SUSPIRO DA ALMA EM FACE DO LABOR TERRENO

     Encontramo-nos, Senhor, num estágio de indagações, numa situação em que os questionamentos nos afligem, por um lado pelo que somos, por outro pelo que fazemos e muito mais pelo que deixamos de fazer. Entretanto, ó Soberano, lembramo-nos de um fato que nos leva a revolver nosso ser, como que procurando encontrar  explicações do porquê sermos quase isentos de virtudes e, as poucas que há em nós, na maioria das vezes, acabam por sucumbirem ante as vicissitudes da vida. É nesse momento que clamamos a Ti, que buscamos conforto e sabedoria para vencermos as intempéries que se abatem sobre nossa frágil nau. Desse tomada de posição, frente ao querer e o não poder, surge um estado em que as emoções nos assaltam, ao considerarmos nosso ser tão aquém da fonte divina. Mas, Altíssimo, algo em nós renasce, como um Fênix das cinzas, para nos fazer meditar na transitoriedade da existência, ladeada pelo desejo incessante de atingirmos o patamar sagrado. É justamente nesse frenesi de contrariedades, que descemos ainda mais ao nível em que realmente tem sido nosso lugar: nossa condição fugaz de “feito à imagem conforme à semelhança’, que faz remoer nosso âmago em busca de uma palavra que nos coloque em sintonia contigo.
     Mil questões nos assaltam para as quais não temos respostas, prostrando-nos por terra, ao percebermos que somos como um vento, uma névoa que se esvai pela ação do tempo. Perguntamos: por que, ó Eterno, essa guerra que dilacera nossa alma, com o combustível que a alimenta, ocasionando um estado de torpor ante o destino que se nos apresenta? Uma luta renhida entre a matéria e o espírito? Quando não poucas vezes a carne vence, porque esse combustível que arde incessantemente injeta forças na arma que dispara seus petardos contra nosso lado imaterial. É nessa guerra que buscamos forças em Ti, ó magno Ser, quando desejamos ardentemente que o espiritual sobreponha-se ao perecível. Não é possível que um segmento limitado, nossa faceta terrena, que é pó, que ao seio da terra retornará, que sofrerá corrupção, apodrecendo mesmo, possa nortear o imaterial, o sopro divino que retornará às lides eternas!

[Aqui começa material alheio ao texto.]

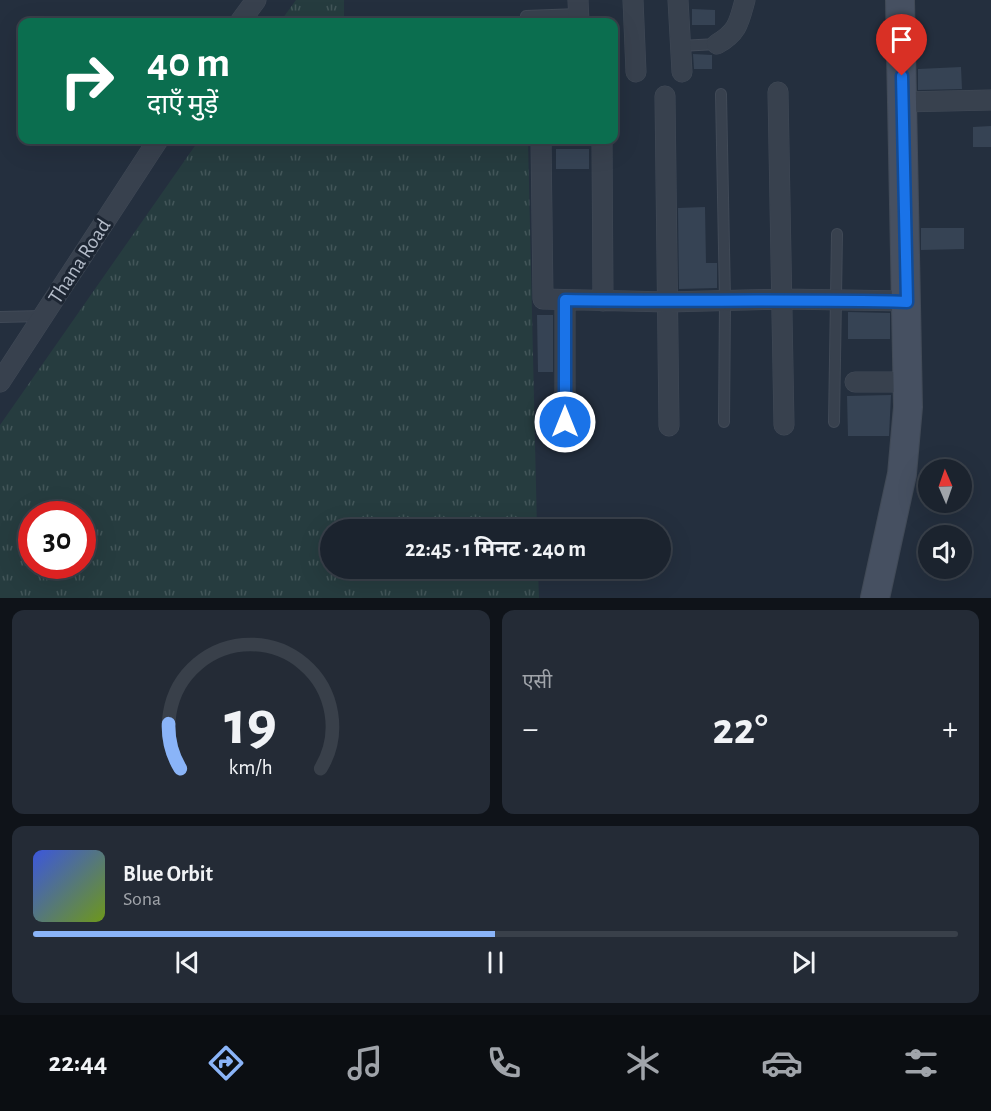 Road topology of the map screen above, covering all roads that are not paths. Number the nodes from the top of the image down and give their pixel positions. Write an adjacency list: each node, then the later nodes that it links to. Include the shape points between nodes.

     Temos, magnânimo Senhor, um desejo ardente e constante de isolarmos, restringirmos das coisas que se opõem ao nosso espírito, o “soldado” que luta com o perecível ser, para que nosso espírito prevaleça e possa apagar as chamas geradas por esse combustível que arde, o qual se instalou em nossa origem. Como lutamos em sermos revestidos da indumentária eterna! Que ela seja nosso escudo que desvie os dardos inflamados do inimigo! Tão significativa para nós será a vitória, quando o novo homem conseguir fazer o velho homem sucumbir, inerte, sob seus pés.

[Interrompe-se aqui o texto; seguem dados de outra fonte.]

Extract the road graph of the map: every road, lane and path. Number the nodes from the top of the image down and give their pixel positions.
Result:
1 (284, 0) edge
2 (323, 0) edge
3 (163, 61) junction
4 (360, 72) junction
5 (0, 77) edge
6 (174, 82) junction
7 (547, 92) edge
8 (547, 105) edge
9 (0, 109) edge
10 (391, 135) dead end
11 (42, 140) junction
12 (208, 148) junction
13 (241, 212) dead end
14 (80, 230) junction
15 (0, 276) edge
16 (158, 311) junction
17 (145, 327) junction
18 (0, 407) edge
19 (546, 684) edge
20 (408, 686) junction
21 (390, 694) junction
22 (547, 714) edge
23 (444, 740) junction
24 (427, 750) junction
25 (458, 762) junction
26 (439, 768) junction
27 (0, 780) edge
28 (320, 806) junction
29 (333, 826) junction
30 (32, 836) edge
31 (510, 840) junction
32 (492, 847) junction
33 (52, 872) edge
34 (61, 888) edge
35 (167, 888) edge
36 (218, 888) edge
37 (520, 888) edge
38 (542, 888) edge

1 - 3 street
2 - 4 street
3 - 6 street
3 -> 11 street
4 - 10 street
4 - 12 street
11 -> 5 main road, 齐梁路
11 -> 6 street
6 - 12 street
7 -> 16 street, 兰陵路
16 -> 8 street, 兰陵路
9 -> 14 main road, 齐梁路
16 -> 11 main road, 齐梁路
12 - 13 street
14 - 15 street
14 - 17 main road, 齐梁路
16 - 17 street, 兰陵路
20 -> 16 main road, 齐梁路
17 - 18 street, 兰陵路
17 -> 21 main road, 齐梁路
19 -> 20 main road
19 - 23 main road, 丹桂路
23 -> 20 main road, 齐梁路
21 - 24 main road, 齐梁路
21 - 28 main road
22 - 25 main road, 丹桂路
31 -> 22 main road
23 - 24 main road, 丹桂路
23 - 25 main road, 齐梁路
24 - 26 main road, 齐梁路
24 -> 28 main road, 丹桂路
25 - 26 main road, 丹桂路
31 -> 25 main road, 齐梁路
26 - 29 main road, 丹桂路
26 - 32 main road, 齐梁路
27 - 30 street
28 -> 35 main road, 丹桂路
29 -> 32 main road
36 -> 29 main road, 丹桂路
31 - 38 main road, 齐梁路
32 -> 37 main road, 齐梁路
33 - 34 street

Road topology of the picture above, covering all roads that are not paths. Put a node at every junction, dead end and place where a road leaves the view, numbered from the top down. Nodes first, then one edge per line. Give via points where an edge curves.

     Sim, eterno Criador. É nesse labor em que vivemos, ávidos por desprezar os oferecimentos do mundo, agarrando-nos à tábua de salvação, uma dádiva eterna oriunda de tuas mãos.  Só assim as forças do mal, da concupiscência, não terão mais domínio sobre o remido pelo carmesim divino.  E, de posse dessa dádiva perene, aguardamos impacientes o tempo em que, eternamente agradecidos, possamos glorificar, exaltar o grande Eu Sou na dimensão celestial.

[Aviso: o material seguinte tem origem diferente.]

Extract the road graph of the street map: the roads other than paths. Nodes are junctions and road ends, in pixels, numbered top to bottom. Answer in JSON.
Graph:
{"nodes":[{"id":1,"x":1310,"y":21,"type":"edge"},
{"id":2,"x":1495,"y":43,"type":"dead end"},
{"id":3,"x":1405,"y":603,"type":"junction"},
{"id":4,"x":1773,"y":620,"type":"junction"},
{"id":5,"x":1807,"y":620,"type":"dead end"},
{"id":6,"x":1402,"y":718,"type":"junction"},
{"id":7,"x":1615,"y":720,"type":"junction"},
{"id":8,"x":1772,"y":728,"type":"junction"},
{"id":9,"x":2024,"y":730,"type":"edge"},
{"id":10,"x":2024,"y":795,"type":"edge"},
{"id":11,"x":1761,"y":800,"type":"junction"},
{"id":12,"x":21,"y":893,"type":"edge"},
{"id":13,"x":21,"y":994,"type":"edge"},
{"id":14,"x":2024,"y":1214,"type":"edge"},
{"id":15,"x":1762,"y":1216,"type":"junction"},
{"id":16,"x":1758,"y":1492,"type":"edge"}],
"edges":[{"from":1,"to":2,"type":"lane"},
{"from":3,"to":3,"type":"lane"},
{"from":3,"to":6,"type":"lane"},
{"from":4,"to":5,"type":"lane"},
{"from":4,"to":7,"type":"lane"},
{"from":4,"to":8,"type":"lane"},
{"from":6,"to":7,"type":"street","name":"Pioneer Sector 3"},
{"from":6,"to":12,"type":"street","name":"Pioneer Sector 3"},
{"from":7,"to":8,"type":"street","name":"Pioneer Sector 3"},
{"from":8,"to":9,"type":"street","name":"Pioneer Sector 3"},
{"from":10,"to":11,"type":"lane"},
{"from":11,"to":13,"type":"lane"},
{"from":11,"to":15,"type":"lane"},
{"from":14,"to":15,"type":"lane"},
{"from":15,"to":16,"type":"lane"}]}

     Mas, Senhor, permita-nos que, desde já O reconheçamos como o Idealizador por excelência, o Autor, e consumador dos séculos, e que sejamos espelhos a refletir Tua imagem aos que nos cercam. Não nos deixes entregues a nós mesmo, a nossos devaneios e que Tuas virtudes prevaleçam em nós, contra aquilo que procura tomar posse de nosso ser. Dá-nos guarida no Teu seio de amor, habitando nosso ser, porque somos feitura tua, teu templo, o único edifício que Tu habitas nesta dimensão. Com tua mão guia-nos pelas sendas tortuosas deste solar, onde os apelos do mundo são as desgraças dos que se entregam aos seus chamados. Sê conosco Bom e eterno Pai, para que o Caminho e a Verdade sejam nosso itinerário que conduzem às moradas eternas, onde nos espera o Leão da tribo de Judá, revestido de sua indumentária de antes que existisse mundo. A ti, nosso pleito de gratidão e louvor pelo teu infinito amor. Socorre-nos Senhor, antes que o tênue lampejo da existência se esvaia!